Because these families had such constant contact with Jefferson, there is more of a written record of their existence.

But in the 1990s, attempts to recover artifacts and recollections of slave life at Monticello took on new urgency with the “Getting Word” oral history project and an expansion of archaeological digs beyond Mulberry Row. Decades of digging along the row had unearthed partial answers to what life was like for those in the shadow of the main house. The oral history project — led by Lucia Stanton, the former chief historian of Monticello — recorded the experiences of the descendants of those six families to the present day.

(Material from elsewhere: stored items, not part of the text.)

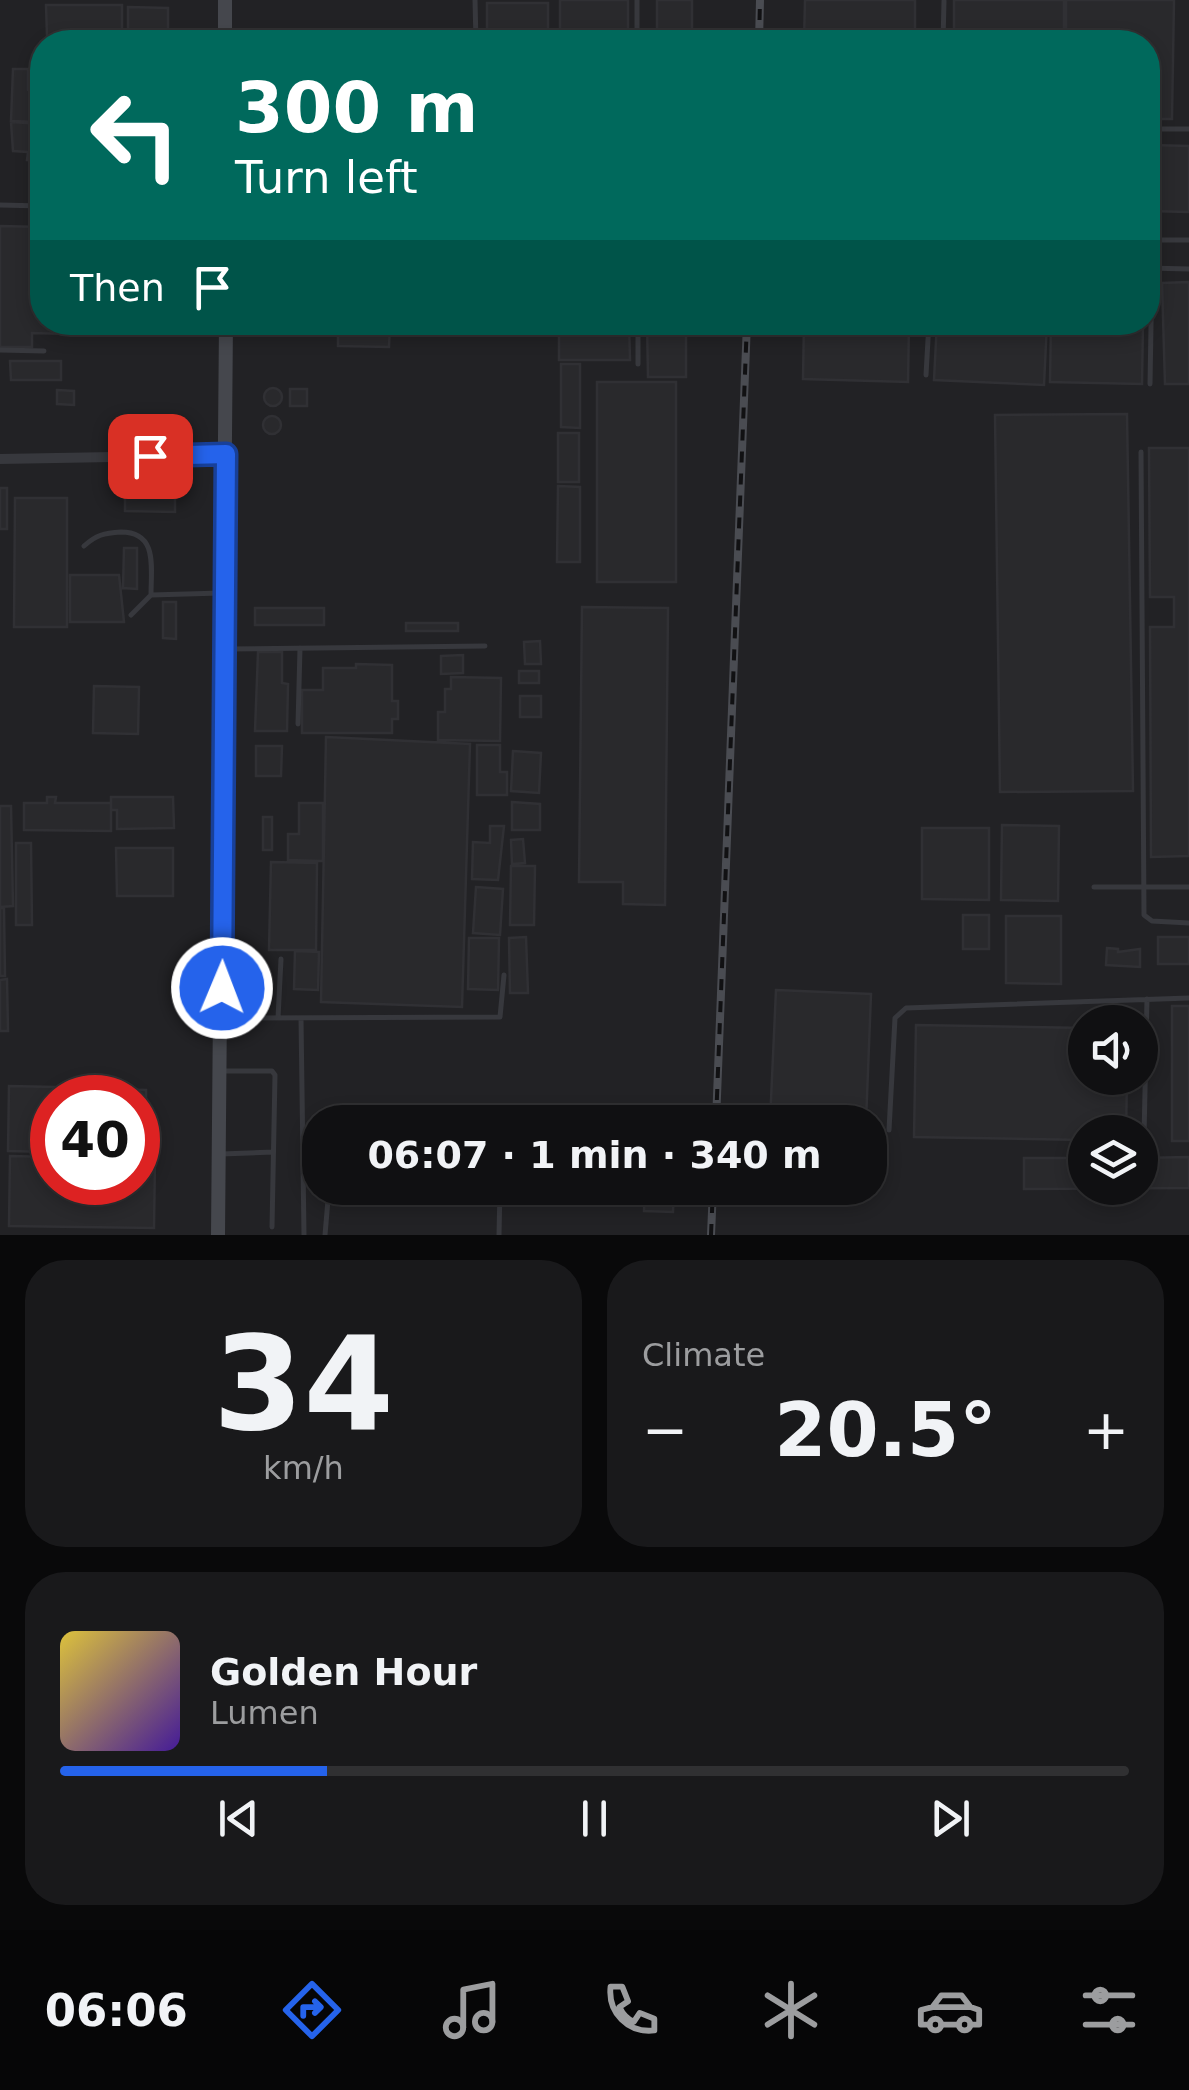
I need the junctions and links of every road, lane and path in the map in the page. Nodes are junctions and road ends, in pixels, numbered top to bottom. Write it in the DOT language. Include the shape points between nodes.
graph roads {
  1 [pos="225,0"];
  2 [pos="475,0"];
  3 [pos="637,0"];
  4 [pos="944,1"];
  5 [pos="225,30"];
  6 [pos="476,30"];
  7 [pos="637,30"];
  8 [pos="943,30"];
  9 [pos="1160,129"];
  10 [pos="1189,129"];
  11 [pos="0,205"];
  12 [pos="30,206"];
  13 [pos="1160,240"];
  14 [pos="1189,240"];
  15 [pos="1160,268"];
  16 [pos="1189,269"];
  17 [pos="226,335"];
  18 [pos="638,335"];
  19 [pos="928,335"];
  20 [pos="1150,335"];
  21 [pos="0,350"];
  22 [pos="44,350"];
  23 [pos="638,364"];
  24 [pos="926,374"];
  25 [pos="1150,384"];
  26 [pos="1141,452"];
  27 [pos="226,454"];
  28 [pos="0,459"];
  29 [pos="84,546"];
  30 [pos="224,593"];
  31 [pos="151,595"];
  32 [pos="131,615"];
  33 [pos="485,646"];
  34 [pos="300,648"];
  35 [pos="224,649"];
  36 [pos="298,724"];
  37 [pos="1094,888"];
  38 [pos="1144,888"];
  39 [pos="1189,888"];
  40 [pos="1189,923"];
  41 [pos="281,959"];
  42 [pos="504,975"];
  43 [pos="1189,998"];
  44 [pos="1147,999"];
  45 [pos="222,1018"];
  46 [pos="278,1018"];
  47 [pos="301,1018"];
  48 [pos="221,1071"];
  49 [pos="302,1105"];
  50 [pos="1144,1115"];
  51 [pos="889,1130"];
  52 [pos="273,1152"];
  53 [pos="220,1154"];
  54 [pos="304,1205"];
  55 [pos="328,1205"];
  56 [pos="500,1205"];
  57 [pos="272,1227"];
  58 [pos="218,1235"];
  59 [pos="304,1235"];
  60 [pos="325,1235"];
  61 [pos="499,1235"];
  1 -- 5 [label="street"];
  2 -- 6 [label="lane"];
  3 -- 7 [label="lane"];
  4 -- 8 [label="lane"];
  9 -- 10 [label="lane"];
  11 -- 12 [label="lane"];
  13 -- 14 [label="lane"];
  15 -- 16 [label="lane"];
  17 -- 27 [label="street"];
  18 -- 23 [label="lane"];
  19 -- 24 [label="lane"];
  20 -- 25 [label="lane"];
  21 -- 22 [label="lane"];
  26 -- 38 [label="lane"];
  27 -- 28 [label="street"];
  27 -- 30 [label="street"];
  29 -- 31 [label="lane" via="114,532 145,538"];
  30 -- 31 [label="lane"];
  30 -- 35 [label="street"];
  31 -- 32 [label="lane"];
  33 -- 34 [label="lane"];
  34 -- 35 [label="lane"];
  34 -- 36 [label="lane"];
  35 -- 45 [label="street"];
  37 -- 38 [label="lane"];
  38 -- 39 [label="lane"];
  38 -- 40 [label="lane" via="1148,919"];
  41 -- 46 [label="lane"];
  42 -- 47 [label="lane" via="500,1016"];
  43 -- 44 [label="lane"];
  44 -- 50 [label="lane"];
  44 -- 51 [label="lane" via="906,1008 895,1018"];
  45 -- 46 [label="lane"];
  45 -- 48 [label="street"];
  46 -- 47 [label="lane"];
  47 -- 49 [label="lane"];
  48 -- 52 [label="lane" via="274,1072"];
  48 -- 53 [label="street"];
  52 -- 53 [label="lane"];
  52 -- 57 [label="lane"];
  53 -- 58 [label="street"];
  54 -- 59 [label="lane"];
  55 -- 60 [label="lane"];
  56 -- 61 [label="lane"];
}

The constant in all of those stories was the pursuit of full citizenship, a goal that remained elusive for generations. Some descendants battled for it by serving the Union Army in the Civil War. Another was a founder of what would become the NAACP, and yet another became the first African-American elected to the California Legislature. Then there were those whose skin was so fair that they sought greater opportunity by passing into white society and erasing any tie to an enslaved past.

“There are so many stereotypes of slavery and of slaves as passive victims who were taken care of by Jefferson or whipped or raped,” said Stanton, author of “Those Who Labor for My Happiness: Slavery at Thomas Jefferson’s Monticello.” “But these were actors in their own right trying to make a life and resisting in ways other than running away, resisting by passing on skills and developing a culture.”

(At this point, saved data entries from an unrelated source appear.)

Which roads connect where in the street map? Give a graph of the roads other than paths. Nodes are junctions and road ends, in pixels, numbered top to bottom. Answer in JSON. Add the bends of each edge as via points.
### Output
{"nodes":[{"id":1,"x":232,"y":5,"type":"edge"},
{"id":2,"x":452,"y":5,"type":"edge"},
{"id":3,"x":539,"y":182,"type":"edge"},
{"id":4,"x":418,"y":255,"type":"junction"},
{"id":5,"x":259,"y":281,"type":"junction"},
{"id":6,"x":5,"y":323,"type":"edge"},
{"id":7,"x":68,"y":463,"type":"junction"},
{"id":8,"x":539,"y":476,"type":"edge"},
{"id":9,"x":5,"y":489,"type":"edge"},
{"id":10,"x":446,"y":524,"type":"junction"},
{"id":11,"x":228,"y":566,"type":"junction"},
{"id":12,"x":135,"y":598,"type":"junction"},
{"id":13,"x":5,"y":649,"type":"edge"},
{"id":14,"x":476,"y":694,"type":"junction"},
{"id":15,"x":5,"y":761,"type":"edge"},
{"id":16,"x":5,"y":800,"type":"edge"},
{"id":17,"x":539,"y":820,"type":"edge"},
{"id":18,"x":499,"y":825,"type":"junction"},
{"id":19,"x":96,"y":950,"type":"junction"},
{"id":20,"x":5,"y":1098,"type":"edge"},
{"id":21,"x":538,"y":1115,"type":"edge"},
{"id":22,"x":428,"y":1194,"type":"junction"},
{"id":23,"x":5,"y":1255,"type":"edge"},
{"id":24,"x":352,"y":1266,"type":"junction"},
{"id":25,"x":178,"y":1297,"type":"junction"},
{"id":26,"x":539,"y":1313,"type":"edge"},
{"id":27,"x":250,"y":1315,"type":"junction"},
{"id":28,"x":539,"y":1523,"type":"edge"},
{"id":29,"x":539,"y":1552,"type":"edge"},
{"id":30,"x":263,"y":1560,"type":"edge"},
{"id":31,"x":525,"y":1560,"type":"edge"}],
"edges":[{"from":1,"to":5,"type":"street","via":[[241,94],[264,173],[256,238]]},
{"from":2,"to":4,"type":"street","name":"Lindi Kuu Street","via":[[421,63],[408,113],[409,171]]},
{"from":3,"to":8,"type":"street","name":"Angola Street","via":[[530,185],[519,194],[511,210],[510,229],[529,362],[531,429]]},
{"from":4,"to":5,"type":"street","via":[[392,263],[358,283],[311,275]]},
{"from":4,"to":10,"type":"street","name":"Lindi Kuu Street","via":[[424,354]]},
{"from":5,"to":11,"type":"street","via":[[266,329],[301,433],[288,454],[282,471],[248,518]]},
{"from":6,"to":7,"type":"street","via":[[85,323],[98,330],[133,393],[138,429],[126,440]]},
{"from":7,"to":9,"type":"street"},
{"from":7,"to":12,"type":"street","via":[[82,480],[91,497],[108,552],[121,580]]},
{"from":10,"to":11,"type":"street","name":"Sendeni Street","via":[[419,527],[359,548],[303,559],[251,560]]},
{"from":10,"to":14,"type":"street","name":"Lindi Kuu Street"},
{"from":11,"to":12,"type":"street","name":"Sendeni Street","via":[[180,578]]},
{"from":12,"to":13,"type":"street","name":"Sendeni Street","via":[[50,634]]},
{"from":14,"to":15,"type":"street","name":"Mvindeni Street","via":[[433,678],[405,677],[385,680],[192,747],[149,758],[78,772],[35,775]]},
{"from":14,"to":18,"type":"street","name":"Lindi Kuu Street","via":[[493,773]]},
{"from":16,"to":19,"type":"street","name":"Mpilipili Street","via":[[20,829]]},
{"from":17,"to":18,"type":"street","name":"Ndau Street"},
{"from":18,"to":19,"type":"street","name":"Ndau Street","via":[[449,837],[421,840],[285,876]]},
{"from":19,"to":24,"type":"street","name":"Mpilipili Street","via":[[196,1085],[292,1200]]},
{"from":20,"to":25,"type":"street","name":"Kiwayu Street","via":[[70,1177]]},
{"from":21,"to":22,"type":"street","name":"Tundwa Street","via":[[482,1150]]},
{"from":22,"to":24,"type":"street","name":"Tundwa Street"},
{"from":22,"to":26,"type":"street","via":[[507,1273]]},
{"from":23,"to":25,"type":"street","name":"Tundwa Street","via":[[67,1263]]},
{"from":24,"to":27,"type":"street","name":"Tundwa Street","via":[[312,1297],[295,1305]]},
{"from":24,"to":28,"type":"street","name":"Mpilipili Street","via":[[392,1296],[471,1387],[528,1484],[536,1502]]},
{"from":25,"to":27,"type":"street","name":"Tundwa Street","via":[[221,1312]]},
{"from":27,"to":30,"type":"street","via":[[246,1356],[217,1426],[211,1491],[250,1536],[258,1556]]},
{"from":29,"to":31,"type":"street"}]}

The legacy narrative is a significant part of the exhibition. But what about what life was like for the bulk of Jefferson’s slaves, those who lived along the wheat and tobacco fields that paid for his lifestyle?

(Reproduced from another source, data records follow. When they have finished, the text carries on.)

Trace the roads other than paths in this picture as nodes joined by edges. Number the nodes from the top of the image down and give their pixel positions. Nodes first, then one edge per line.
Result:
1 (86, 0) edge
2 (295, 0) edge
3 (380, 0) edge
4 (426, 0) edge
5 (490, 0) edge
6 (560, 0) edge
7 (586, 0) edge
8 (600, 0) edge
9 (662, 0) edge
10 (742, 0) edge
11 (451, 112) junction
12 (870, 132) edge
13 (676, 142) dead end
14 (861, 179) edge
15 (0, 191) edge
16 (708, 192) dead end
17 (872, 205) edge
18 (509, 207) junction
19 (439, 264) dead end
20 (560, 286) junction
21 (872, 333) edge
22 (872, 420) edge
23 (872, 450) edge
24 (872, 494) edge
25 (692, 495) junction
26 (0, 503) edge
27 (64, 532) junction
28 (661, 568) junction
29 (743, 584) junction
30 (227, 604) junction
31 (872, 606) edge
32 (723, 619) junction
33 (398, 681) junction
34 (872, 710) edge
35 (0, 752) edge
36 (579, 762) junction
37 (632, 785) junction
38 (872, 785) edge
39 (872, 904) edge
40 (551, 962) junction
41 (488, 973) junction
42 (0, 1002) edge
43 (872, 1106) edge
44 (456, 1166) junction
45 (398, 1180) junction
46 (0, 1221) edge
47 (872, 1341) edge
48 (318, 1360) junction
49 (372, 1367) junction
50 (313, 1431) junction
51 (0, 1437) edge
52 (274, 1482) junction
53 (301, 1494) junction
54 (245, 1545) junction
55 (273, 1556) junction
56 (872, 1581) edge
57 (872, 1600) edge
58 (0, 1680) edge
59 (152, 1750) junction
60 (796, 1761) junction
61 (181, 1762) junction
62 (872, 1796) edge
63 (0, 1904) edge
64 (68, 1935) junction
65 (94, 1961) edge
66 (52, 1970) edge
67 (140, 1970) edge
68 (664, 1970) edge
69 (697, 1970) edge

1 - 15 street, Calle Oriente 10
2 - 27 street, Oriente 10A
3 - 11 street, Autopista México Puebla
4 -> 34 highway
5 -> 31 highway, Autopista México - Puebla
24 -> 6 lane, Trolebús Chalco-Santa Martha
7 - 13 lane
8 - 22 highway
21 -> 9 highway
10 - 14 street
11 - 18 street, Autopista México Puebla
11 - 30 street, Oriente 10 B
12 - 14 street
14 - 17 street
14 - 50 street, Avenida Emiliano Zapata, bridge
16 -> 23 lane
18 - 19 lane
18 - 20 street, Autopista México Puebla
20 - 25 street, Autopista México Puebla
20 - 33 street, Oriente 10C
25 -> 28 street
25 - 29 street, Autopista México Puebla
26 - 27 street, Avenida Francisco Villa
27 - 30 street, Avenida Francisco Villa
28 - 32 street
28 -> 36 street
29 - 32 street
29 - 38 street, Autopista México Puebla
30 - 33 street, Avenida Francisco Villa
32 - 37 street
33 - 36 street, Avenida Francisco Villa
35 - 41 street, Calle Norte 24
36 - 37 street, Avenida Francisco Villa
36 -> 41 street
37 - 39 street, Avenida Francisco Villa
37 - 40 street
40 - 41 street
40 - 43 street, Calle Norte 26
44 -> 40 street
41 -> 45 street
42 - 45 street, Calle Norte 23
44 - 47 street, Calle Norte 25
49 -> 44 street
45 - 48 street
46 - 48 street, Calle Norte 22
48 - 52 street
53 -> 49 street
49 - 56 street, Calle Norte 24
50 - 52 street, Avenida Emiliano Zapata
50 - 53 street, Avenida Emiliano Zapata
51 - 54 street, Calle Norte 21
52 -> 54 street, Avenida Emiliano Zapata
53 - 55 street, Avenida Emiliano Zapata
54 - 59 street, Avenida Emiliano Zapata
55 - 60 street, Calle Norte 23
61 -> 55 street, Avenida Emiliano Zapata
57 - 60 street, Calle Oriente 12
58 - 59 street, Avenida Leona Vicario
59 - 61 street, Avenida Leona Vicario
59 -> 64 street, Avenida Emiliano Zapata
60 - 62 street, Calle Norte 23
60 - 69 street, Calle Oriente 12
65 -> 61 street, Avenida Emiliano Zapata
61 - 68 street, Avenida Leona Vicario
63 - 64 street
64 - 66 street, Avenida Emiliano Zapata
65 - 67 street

To find out, beginning in 1997, holes were dug every 40 feet over thousands of acres of Monticello and Shadwell, the adjacent plantation where Jefferson was born and grew up, said Elizabeth Chew, current curator of Monticello. As earth was removed, broad storylines were revealed through shards of pottery, rusted horseshoes and clay smoking pipes. Those artifacts suggested aspects of daily life for those hundreds of field workers.

But those long-lost bits could not fill gaps that needed to be filled in order to tell a story of enslavement as full as the story told by the excavation of Mulberry Row. And if there is any shortcoming in the exhibition, it is this one, though the gaps are much the fault of those who could have legally recorded the slaves’ experiences in real time, but who did not. (It was against the law for slaves to be taught to read or write.)

“To understand Monticello, you must understand the lives of three-quarters of the population of the site,” said Rex Ellis, associate director of the Smithsonian National Museum of African American History and Culture. “The Catch-22 is evidence. You can’t tell a legitimate story without evidence. Archaeologists have had to dig deeper, look at wills, bills of sale and fragments of information rather than full-blown diaries or other documentation that would have described the lives of those enslaved people. Those six families were only a fraction of the many enslaved families there at Monticello.”

And yet their stories and the fragments of life left behind by all of the enslaved at Monticello illustrate the price paid by those who wanted the same measure of liberty described by the Founding Father who owned them.